A distorted Christianity is clear when our longing for God on Sunday morning doesn’t match up with our lifestyle on Monday. Religion, in the best sense, is about relationships – our relationship with God and our relationships with each other. A distorted Christianity is evident when it is void of relationships. Distorted Christianity ignores the cry of the other.
We pick up our newspaper and read about a three-year-old boy who is whipped with a belt for three hours because he wet his pants. We read about his cries and pleadings as his little body squirms under the foot of his stepfather. We read about this beating, which is his last in a year long series of frequent beatings; his last because he died in his bed a half hour later. We read about how the boy’s body is found months later, buried in a creek, with a tiny cross clutched in his hands.

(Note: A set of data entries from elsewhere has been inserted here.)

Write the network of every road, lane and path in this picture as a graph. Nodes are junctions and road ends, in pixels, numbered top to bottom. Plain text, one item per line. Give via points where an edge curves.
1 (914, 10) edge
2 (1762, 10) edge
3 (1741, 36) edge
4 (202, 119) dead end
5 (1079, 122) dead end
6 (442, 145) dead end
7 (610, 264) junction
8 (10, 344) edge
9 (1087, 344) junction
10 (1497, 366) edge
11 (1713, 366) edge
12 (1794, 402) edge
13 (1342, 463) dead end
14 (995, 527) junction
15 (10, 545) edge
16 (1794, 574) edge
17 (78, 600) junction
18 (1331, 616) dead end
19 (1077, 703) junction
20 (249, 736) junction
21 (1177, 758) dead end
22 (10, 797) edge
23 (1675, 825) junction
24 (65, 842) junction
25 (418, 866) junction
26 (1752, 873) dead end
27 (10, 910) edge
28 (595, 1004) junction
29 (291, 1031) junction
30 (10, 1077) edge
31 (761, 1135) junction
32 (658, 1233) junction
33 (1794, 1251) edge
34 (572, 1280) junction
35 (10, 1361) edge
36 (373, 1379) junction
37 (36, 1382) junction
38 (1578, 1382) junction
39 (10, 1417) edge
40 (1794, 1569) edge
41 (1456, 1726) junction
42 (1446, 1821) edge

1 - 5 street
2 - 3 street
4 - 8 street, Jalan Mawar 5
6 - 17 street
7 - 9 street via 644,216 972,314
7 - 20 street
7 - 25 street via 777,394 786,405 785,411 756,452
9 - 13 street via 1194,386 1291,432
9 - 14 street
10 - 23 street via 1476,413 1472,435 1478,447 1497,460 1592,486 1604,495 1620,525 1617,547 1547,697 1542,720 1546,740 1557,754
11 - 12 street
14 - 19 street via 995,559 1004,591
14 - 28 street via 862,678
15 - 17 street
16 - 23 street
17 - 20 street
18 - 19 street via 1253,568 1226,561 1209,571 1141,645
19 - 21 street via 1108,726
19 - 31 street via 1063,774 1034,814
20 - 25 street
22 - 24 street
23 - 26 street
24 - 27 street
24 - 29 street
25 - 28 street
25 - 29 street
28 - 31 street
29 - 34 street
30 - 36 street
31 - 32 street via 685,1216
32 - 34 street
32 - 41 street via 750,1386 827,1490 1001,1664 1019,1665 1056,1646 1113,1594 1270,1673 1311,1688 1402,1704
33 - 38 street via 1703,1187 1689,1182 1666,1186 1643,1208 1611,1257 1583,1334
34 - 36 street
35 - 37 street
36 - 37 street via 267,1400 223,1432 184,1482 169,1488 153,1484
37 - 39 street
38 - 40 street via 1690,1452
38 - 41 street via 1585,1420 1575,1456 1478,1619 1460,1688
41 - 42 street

We read about this brutal murder of a defenseless child, and we feel sick. Then we turn to the financial section and read about how the economy is improving. We turn to the sports section and read about last night’s game. Soon the sickness leaves us. We forget about the little boy.
Isaiah would say to us, “Your hands are full of blood.” We gather in church to worship while we continue to allow injustice to exist in the world. We sing and pray all the while our hands are full of blood. Are we better people for all the time we spend in church? Imagine God coming to you today, stripping you of all your religious piety and all that is left is the person you see in the mirror, what would God find?